The company is searching for a technological solution to what is essentially an unconventional oil play.
A trial of inflow control devices has had mixed results.
"This could be a most conventional unconventional reservoir," Cook said.
"I would like to think somewhere along the line we can begin to introduce new technologies that can more precisely pinpoint the oil in the fractures and produce it in a more controlled way.
"We do know there's a lot of oil in place. When we drill we go through oil show after oil show."
The market is still punishing the company for its Thailand experience.
A share price recovery is being hindered by delays in government approvals for drilling projects by all explorers in Thailand — onshore and offshore.
The current share price is even below the discounted value of Carnarvon's 1P reserves (about 12c a share).
It means the market is not recognising probable reserves and cash on hand of $10 million.
The market is also putting no value on what is fast emerging as the company's ace card — the five so-called Phoenix permits in the Roebuck Basin.
The basin has undergone a transformation in the past four years from an exploration no man's land to arguably the hottest offshore patch in the country, thanks to Woodside and Shell.
Until recently, the Roebuck Basin, wedged between the Carnarvon and Browse basins, was a vacant space on the acreage maps.
The federal government offered four areas in the 2008 acreage release but bidders were hard to come by in the darkest days of the GFC, when explorers were desperate to preserve cash.
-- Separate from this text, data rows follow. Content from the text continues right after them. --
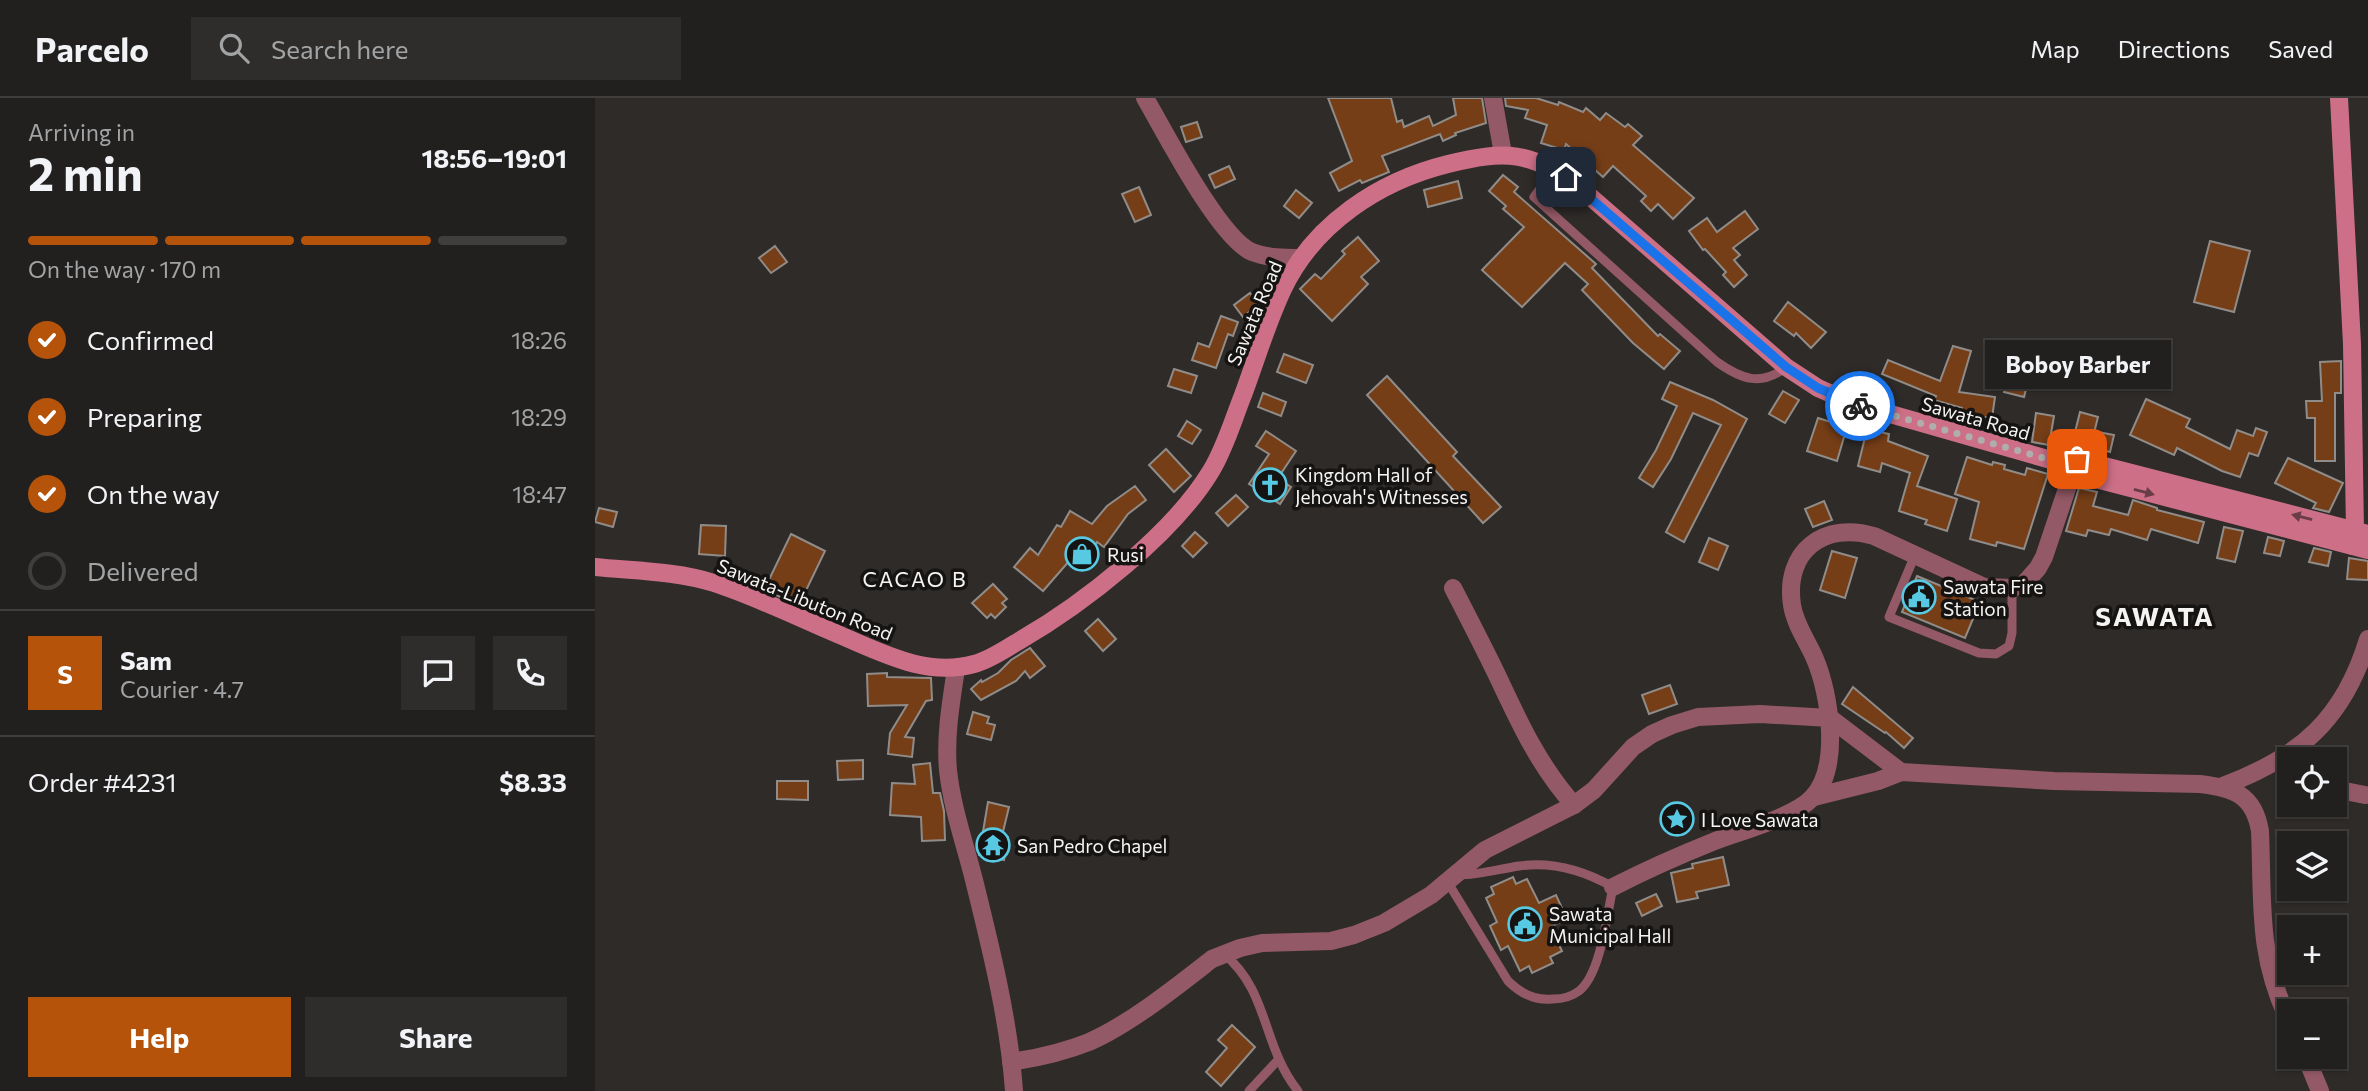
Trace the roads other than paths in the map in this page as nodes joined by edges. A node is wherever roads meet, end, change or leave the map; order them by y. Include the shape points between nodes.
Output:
1 (1145, 98) edge
2 (1493, 98) edge
3 (2339, 98) edge
4 (1503, 154) junction
5 (1555, 169) junction
6 (1301, 258) junction
7 (1786, 367) junction
8 (2075, 466) junction
9 (2361, 540) edge
10 (1915, 555) junction
11 (595, 567) edge
12 (1453, 588) dead end
13 (2012, 588) junction
14 (2368, 639) edge
15 (956, 668) junction
16 (1830, 718) junction
17 (2300, 747) edge
18 (2277, 764) edge
19 (1901, 772) junction
20 (2223, 786) junction
21 (2347, 791) edge
22 (2365, 795) dead end
23 (1814, 797) junction
24 (1574, 804) junction
25 (1450, 878) junction
26 (1613, 887) junction
27 (1224, 954) junction
28 (2278, 999) edge
29 (1278, 1060) junction
30 (1010, 1062) junction
31 (2311, 1069) edge
32 (1014, 1091) edge
33 (1249, 1091) edge
34 (1298, 1091) edge
35 (2321, 1091) edge

1 - 6 street via 1204,198 1236,242 1252,252
2 - 4 street
3 - 9 main road
4 - 5 main road, Sawata Road via 1531,158
4 - 6 main road, Sawata Road via 1443,165 1373,194 1342,214
5 - 7 main road, Sawata Road
5 - 7 lane via 1534,197 1717,362 1734,374 1751,378 1765,379
6 - 15 main road, Sawata Road via 1283,290 1222,448 1195,496 1077,602 999,653
7 - 8 main road, Sawata Road via 1852,403
8 - 9 main road, Sawata Road
8 - 13 street via 2039,568 2024,584
10 - 13 street via 1984,587
10 - 13 lane via 1889,617 1979,653 1996,653 2008,646
10 - 16 street via 1874,536 1846,531 1818,538 1800,558 1791,589 1792,606 1824,680
11 - 15 main road, Sawata-Libuton Road via 712,583 891,657 928,667
12 - 24 street via 1528,740
14 - 17 street via 2342,699
15 - 30 street via 948,728 949,773 986,929
16 - 19 street
16 - 23 street via 1826,768
16 - 24 street via 1760,713 1698,717 1672,725 1633,747 1594,790
18 - 20 street
19 - 20 street
19 - 23 street
20 - 28 street via 2245,798 2258,819 2264,944
21 - 22 street
23 - 26 street via 1789,813 1675,857
24 - 25 street via 1494,845
25 - 26 lane via 1552,865 1575,869
25 - 26 lane via 1508,981 1533,998 1550,1000 1566,998 1589,978
25 - 27 street via 1409,910 1354,935 1262,943
27 - 29 lane via 1249,981
27 - 30 street via 1091,1041
29 - 33 lane
29 - 34 lane
30 - 32 street
31 - 35 street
Carnarvon bagged the best permit on offer — WA-435-P, which includes the Phoenix gas discovery — by committing to a work program worth only $500,000 over the first three years.
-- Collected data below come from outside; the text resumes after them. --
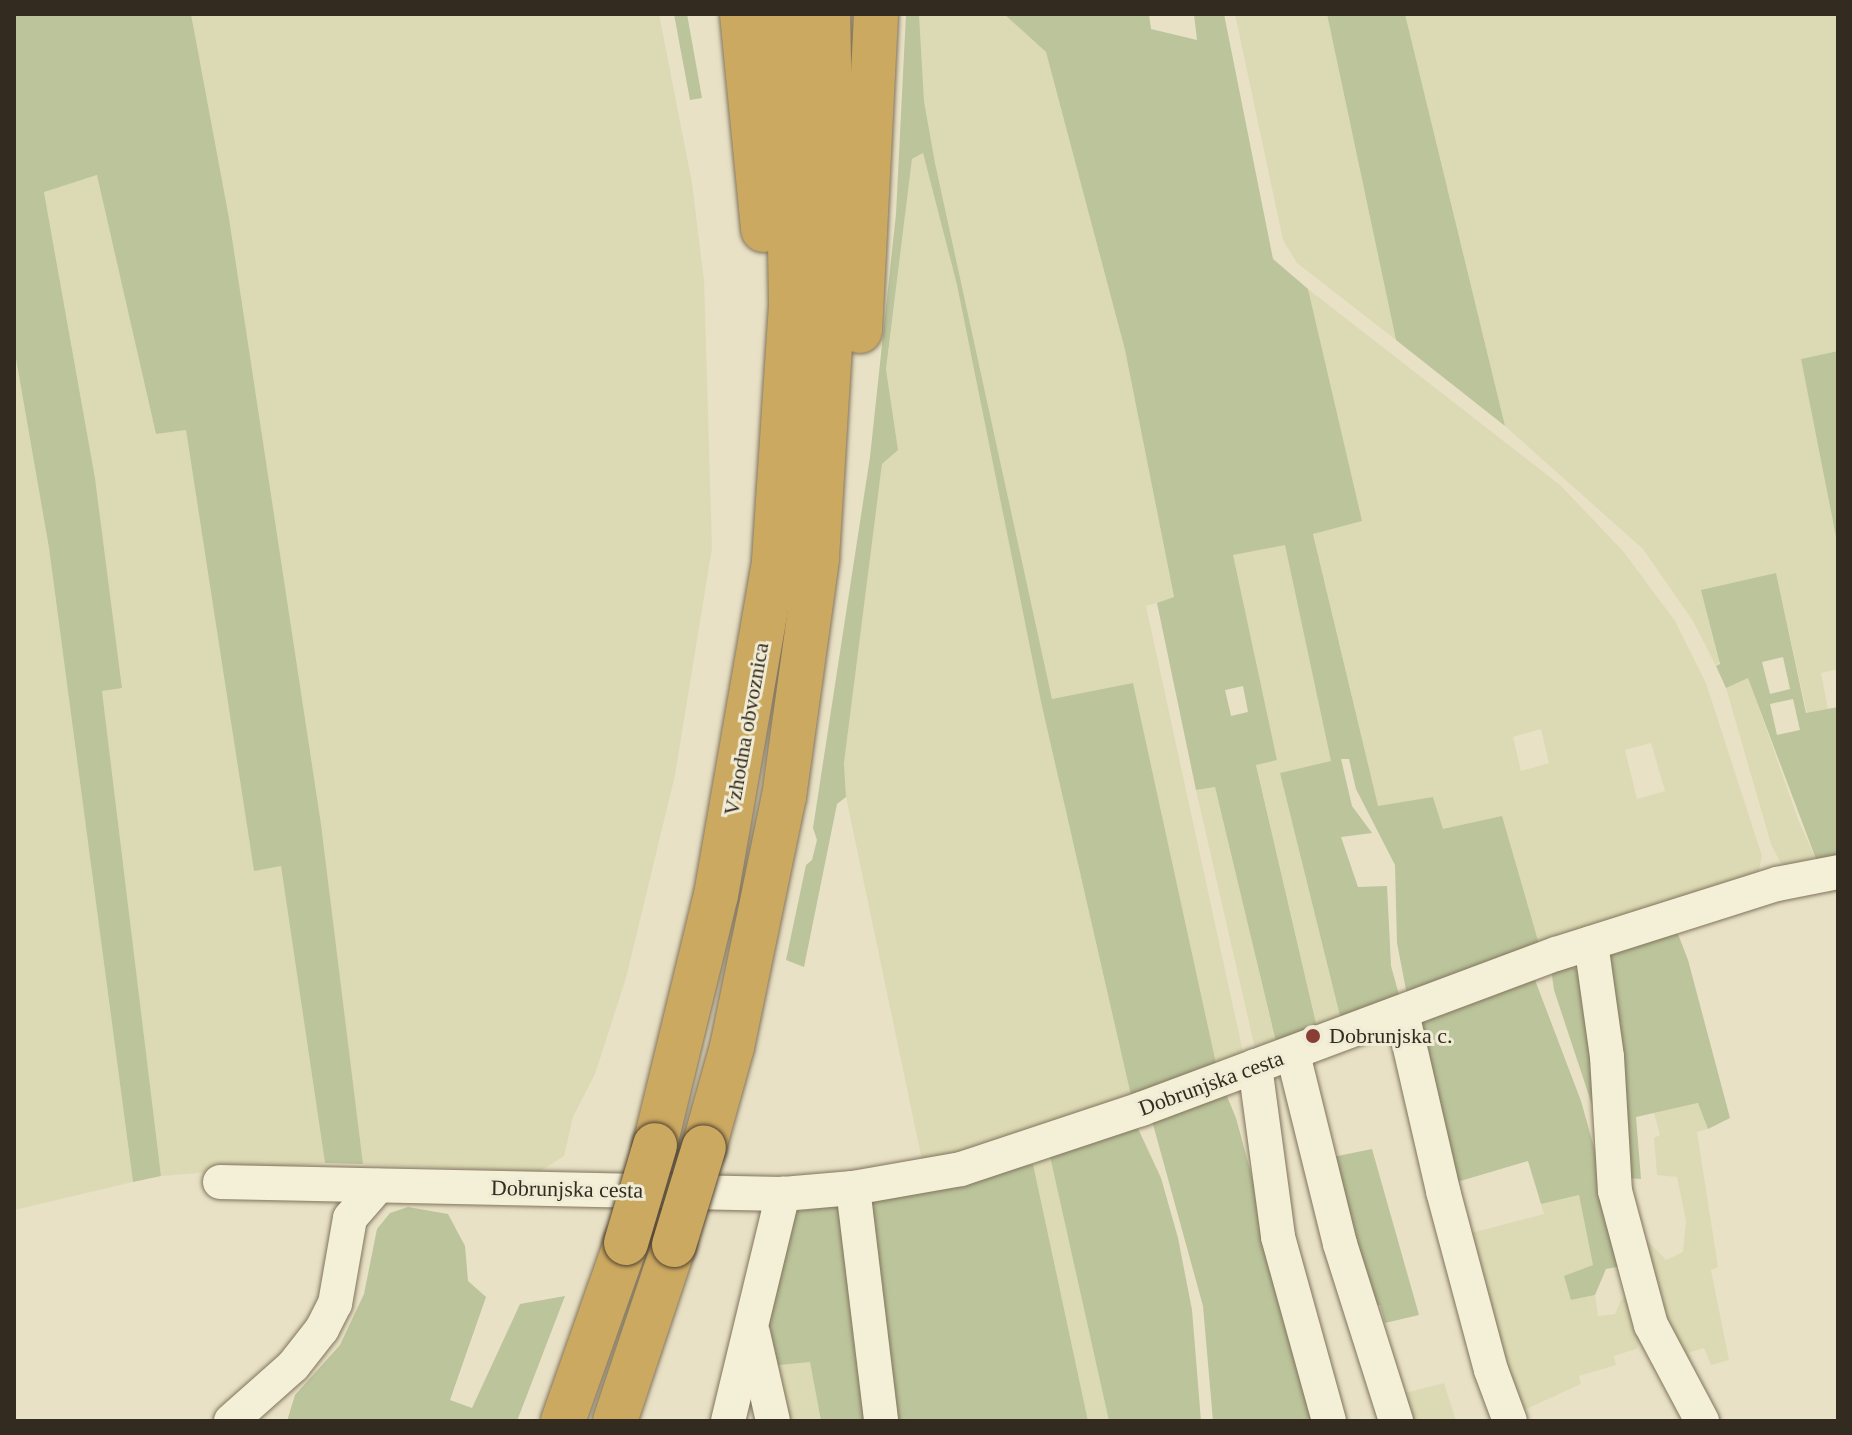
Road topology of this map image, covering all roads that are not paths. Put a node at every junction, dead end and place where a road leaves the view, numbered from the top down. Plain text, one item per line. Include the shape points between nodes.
1 (742, 14) edge
2 (786, 14) edge
3 (828, 14) edge
4 (876, 14) edge
5 (796, 559) junction
6 (1838, 872) edge
7 (1591, 943) junction
8 (1402, 1013) junction
9 (1293, 1054) junction
10 (1255, 1066) junction
11 (220, 1182) dead end
12 (378, 1186) junction
13 (853, 1188) junction
14 (783, 1194) junction
15 (753, 1333) junction
16 (231, 1421) edge
17 (563, 1421) edge
18 (615, 1421) edge
19 (728, 1421) edge
20 (773, 1421) edge
21 (881, 1421) edge
22 (1329, 1421) edge
23 (1396, 1421) edge
24 (1510, 1421) edge
25 (1702, 1421) edge

1 - 5 highway via 762,183 766,301 761,486
2 - 5 highway, Vzhodna obvoznica
3 - 5 highway, Vzhodna obvoznica via 834,279
4 - 5 highway via 864,278 844,503
5 - 17 highway, Vzhodna obvoznica, bridge via 655,1145
5 - 18 highway, Vzhodna obvoznica, bridge via 770,872 704,1147
6 - 7 street, Dobrunjska cesta via 1777,884
7 - 8 street, Dobrunjska cesta
7 - 25 street via 1612,1114 1615,1191 1651,1325
8 - 9 street, Dobrunjska cesta
8 - 24 street via 1443,1191
9 - 10 street, Dobrunjska cesta
9 - 23 street via 1340,1244
10 - 13 street, Dobrunjska cesta via 961,1169
10 - 22 street via 1278,1237
11 - 12 street, Dobrunjska cesta
12 - 14 street, Dobrunjska cesta
12 - 16 street via 350,1218 335,1304 322,1329 293,1366
13 - 14 street, Dobrunjska cesta
13 - 21 street
14 - 15 street
15 - 19 street
15 - 20 street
It then swapped 50% of WA-435-P with privately owned Finder Exploration for 50% of the immediately surrounding permits, WA-436-P, WA-437-P and WA-438-P.
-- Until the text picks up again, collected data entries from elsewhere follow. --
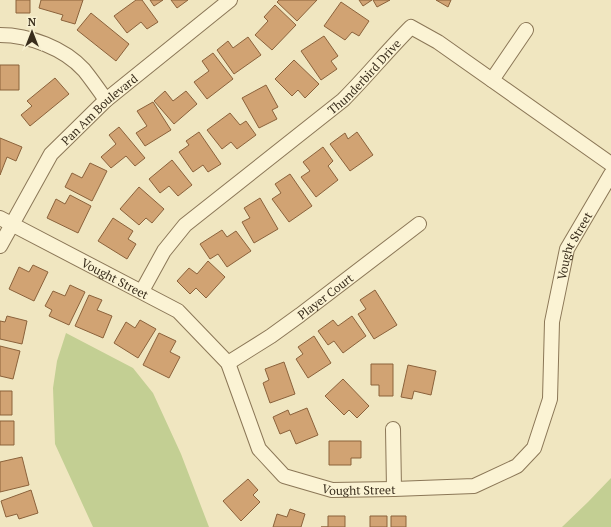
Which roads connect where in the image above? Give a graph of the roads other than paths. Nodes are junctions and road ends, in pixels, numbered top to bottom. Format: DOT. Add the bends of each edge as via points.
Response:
graph roads {
  1 [pos="230,0"];
  2 [pos="526,30"];
  3 [pos="0,35"];
  4 [pos="492,80"];
  5 [pos="106,100"];
  6 [pos="611,164"];
  7 [pos="611,174"];
  8 [pos="6,221"];
  9 [pos="419,224"];
  10 [pos="0,246"];
  11 [pos="142,291"];
  12 [pos="228,363"];
  13 [pos="393,429"];
  14 [pos="394,489"];
  1 -- 5 [label="street, Pan Am Boulevard"];
  2 -- 4 [label="street"];
  3 -- 5 [label="street" via="27,39 62,53 83,70"];
  4 -- 6 [label="street, Thunderbird Drive"];
  4 -- 11 [label="street, Thunderbird Drive" via="438,42 411,27 343,100 185,225 164,251"];
  5 -- 8 [label="street, Pan Am Boulevard" via="51,154"];
  7 -- 14 [label="street, Vought Street" via="567,249 552,322 550,399 534,448 517,466 474,486"];
  8 -- 10 [label="street, Pan Am Boulevard"];
  8 -- 11 [label="street, Vought Street"];
  9 -- 12 [label="street, Player Court" via="272,336"];
  11 -- 12 [label="street, Vought Street" via="178,311"];
  12 -- 14 [label="street, Vought Street" via="259,449 284,476 332,490"];
  13 -- 14 [label="street"];
}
Carnarvon was subsequently awarded WA-443-P in 2010, giving it an interest in contiguous coverage over 28,000sq.km.
Its initiative to get into the Roebuck Basin now looks incredibly smart, based on a very aggressive subsequent move by Woodside and Shell into the same area.
Woodside now has interests in 10 permits around the Phoenix acreage, including two permits awarded earlier this week at the boundary between the Roebuck Basin and the Northern Carnarvon Basin.
Woodside managing director Peter Coleman has rated the Roebuck as the company's most exciting exploration project and is throwing vast resources at the area.
It is borne out by plans for a massive 3D seismic survey over 11,000sq.km this year, ahead of exploration drilling next year.
Cook said Carnarvon's former managing director, Ted Jacobson, had kept an eye on the Roebuck Basin for 20 years.
"Ted has great knowledge about this part of the world and he was integral to bringing a lot of assets from the area into Tap while he was there," Cook said.
"Full credit to him, I think he's landed a classic with the Phoenix permits.
"And it was really why, after taking the reins from Ted, I was keen to focus the management and staff team on the assets and area.
"We've also let go of projects in Indonesia and New Zealand and pared back to the assets in Thailand and the Roebuck Basin because these provide us with plenty of potential on their own.
"Our teams can work without distraction."
The immediate future for the Phoenix permits is to secure a farm-out over WA-435-P and WA-437-P, straddling the Phoenix and Roc prospects firmed up by the Phoenix 3D survey in 2010.
Cook is aiming to secure a farm-out with a major company in the next quarter.
Farm-outs will be sought for other permits in the group following the acquisition and processing of a 4300sq.km 3D survey (the Zeester survey) across the northern end of the Carnarvon/Finder acreage.
The Zeester survey is a big investment that would normally be beyond the resources of a junior or even mid-cap explorer but it has been made possible thanks to the connections with Fugro, which is conducting Zeester in the hope of subsequent licencing deals with other clients.
If interest in the Roebuck continues to build at the same rate as the past two years, it will be a very good bet.